Этим бы дело и кончилось, если бы наши односельчане, заходившие в лавку — то один, то другой, — не рассказали мне, что Никола — подумать только! — работает наездником в труппе Франкони. Я же, считая, что если Николá, на беду, вернется во Францию, то по закону он будет приговорен к смерти за переход на сторону врага с оружием в руках, отвечал им, что они ошиблись, что мы уже давно получили похоронную. Но они только головой качали. И вот как-то раз, часов в шесть вечера, когда у нас шел об этом спор, в лавку вдруг вошел высокий парень в голубой куртке, обшитой серебряными галунами, в роскошной шляпе с белыми перьями, сдвинутой на ухо, в высоких сапогах с золочеными шпорами и, щелкнув хлыстом, воскликнул:
— Ха-ха, Мишель! Это я!.. Раз ты сам не жалуешь ко мне, пришлось, как видишь, мне побеспокоиться.
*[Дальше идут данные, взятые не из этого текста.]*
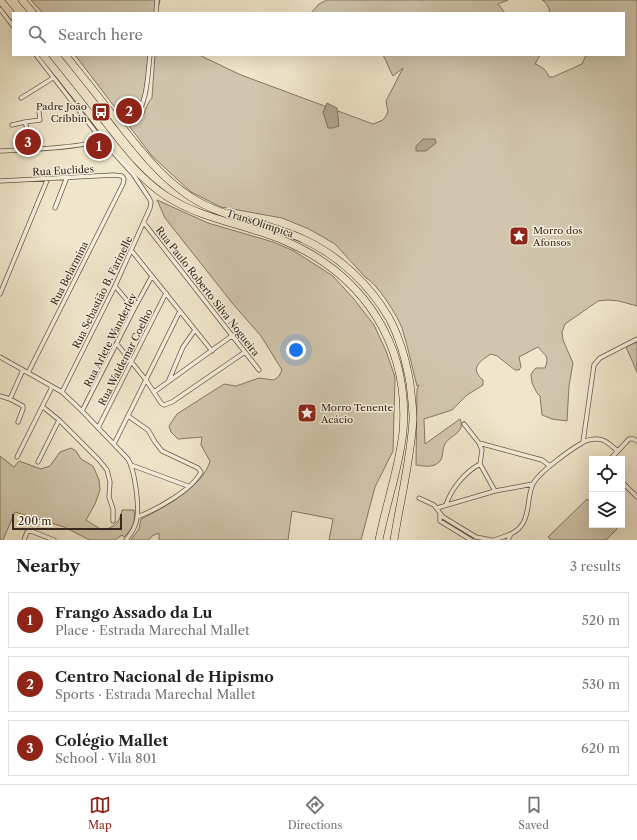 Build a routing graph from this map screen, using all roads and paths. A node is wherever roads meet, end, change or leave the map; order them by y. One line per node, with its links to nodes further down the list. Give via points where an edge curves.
1 (22, 0): 4 (highway)
2 (157, 0): 5 (street)
3 (1, 5): 6 (highway); 7 (highway); 8 (street)
4 (32, 12)
5 (156, 12)
6 (12, 15)
7 (12, 19)
8 (12, 24)
9 (37, 56): 13 (street)
10 (43, 56): 84 (highway, TransOlímpica, via 128,162 166,196 217,220 276,238 318,257 341,274 368,303 394,354 400,375 403,403 399,455)
11 (67, 56): 83 (highway, TransOlímpica, via 150,162 176,186 205,205 292,234 326,252 365,286 385,312 403,353 412,403 411,434)
12 (150, 56): 17 (street, via 145,100)
13 (54, 78): 14 (street); 19 (street)
14 (21, 98)
15 (39, 112): 16 (street, via 40,120)
16 (25, 122): 18 (street); 20 (street)
17 (134, 122)
18 (12, 126)
19 (101, 139): 20 (street, via 74,146); 27 (street, Rua Sebastião B. Farinelle, via 133,174 150,198 150,208)
20 (32, 149): 21 (street)
21 (0, 151)
22 (48, 178): 23 (street, Rua Euclides); 25 (street, Rua Euclides); 32 (street)
23 (67, 178): 24 (street, Rua Euclides, via 114,175 122,176); 26 (street)
24 (124, 180): 45 (street, Rua Belarmina)
25 (0, 181)
26 (55, 208)
27 (144, 223): 28 (street, Rua Sebastião B. Farinelle); 36 (street, Rua Paulo Roberto Silva Nogueira)
28 (131, 250): 29 (street); 30 (street, Rua Sebastião B. Farinelle)
29 (152, 276): 31 (street); 33 (street, Rua Arlete Wanderley)
30 (115, 286): 33 (street); 49 (street, Rua Sebastião B. Farinelle)
31 (166, 293): 34 (street); 42 (street, Rua Waldemar Coelho)
32 (0, 294)
33 (134, 309): 38 (street, Rua Arlete Wanderley)
34 (180, 311): 35 (street); 46 (street)
35 (195, 330): 39 (street); 47 (street, via 183,347)
36 (233, 335): 39 (street); 40 (street, Rua Paulo Roberto Silva Nogueira)
37 (637, 339): 61 (street, via 600,358 594,365)
38 (117, 344): 42 (street); 54 (street, Rua Arlete Wanderley)
39 (212, 351): 47 (street)
40 (245, 352): 44 (street, Rua Paulo Roberto Silva Nogueira); 50 (street, via 170,404 161,403)
41 (0, 357): 43 (street)
42 (131, 361): 46 (street); 59 (street, Rua Waldemar Coelho)
43 (23, 370): 45 (street); 52 (street)
44 (259, 370)
45 (28, 373): 48 (street)
46 (146, 380): 50 (street); 55 (street)
47 (169, 381): 50 (street)
48 (52, 387): 49 (street); 53 (street)
49 (62, 392): 54 (street)
50 (154, 392)
51 (0, 396): 52 (street)
52 (10, 400): 57 (street, via 23,407)
53 (43, 407): 56 (street); 66 (street)
54 (82, 411): 59 (street)
55 (128, 416): 63 (street); 73 (street, via 148,430 162,451 199,469 200,474)
56 (60, 420): 67 (street); 81 (street, via 107,470)
57 (18, 422)
58 (464, 424): 62 (street)
59 (98, 428): 63 (street)
60 (637, 441): 64 (street, via 630,440)
61 (583, 442): 64 (street, via 595,439 605,441); 70 (street)
62 (479, 443): 68 (street, via 482,450); 70 (street, via 542,460)
63 (114, 444): 69 (street)
64 (618, 451): 65 (street)
65 (613, 456)
66 (17, 457)
67 (38, 462)
68 (480, 464): 74 (street); 77 (street, via 468,472 451,492)
69 (131, 465): 73 (street); 80 (street)
70 (550, 466): 71 (street)
71 (533, 484): 74 (street); 82 (street, via 523,523)
72 (625, 485): 75 (street)
73 (188, 486): 80 (street, via 156,509)
74 (495, 491): 77 (street)
75 (637, 497)
76 (419, 498): 78 (street)
77 (446, 505): 78 (street)
78 (437, 508): 79 (street)
79 (440, 513): 88 (street, via 440,521); 89 (street, via 476,537)
80 (137, 517): 87 (street)
81 (113, 521)
82 (511, 534): 89 (street); 90 (street)
83 (395, 536)
84 (379, 539)
85 (24, 540): 86 (street, via 27,532 31,531)
86 (54, 540)
87 (126, 540)
88 (471, 540)
89 (493, 540)
90 (508, 540)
Это был он, негодяй! Все, находившиеся в лавке, уставились на него, ну а мне, несмотря на все мои страхи и уверения, что он умер, пришлось его признать и расцеловать. Не отстал от меня и Этьен и бросился к нему в объятия. От несчастного отчаянно разило водкой. Папаша Шовель наблюдал за этой сценой из нашей читальни сквозь застекленную дверь. Маргарита, знавшая, что грозит изменнику по законам республики, с дрожью смотрела на него. Однако не могли же мы его выгнать, и, подтолкнув его к читальне, я сказал:
— Пойдем!
— Ага! — продолжая покачиваться, воскликнул он. — Ты, значит, понял, что я явился к тебе на ужин? А вино у тебя есть?.. А это есть?.. А то?.. Видишь ли, не стану от тебя скрывать, я привык себя баловать. Хе-хе-хе! А это еще что такое?.. Смотри-ка ты… Да она совсем недурна, эта крошка!
— Это моя жена, Никола!
— А, крошка Шовель!.. Маргарита Шовель… Коробейница… Знаю, знаю…
Маргарита вся так и вспыхнула. Покупатели в лавке засмеялись. Наконец Никола вошел в нашу читальню.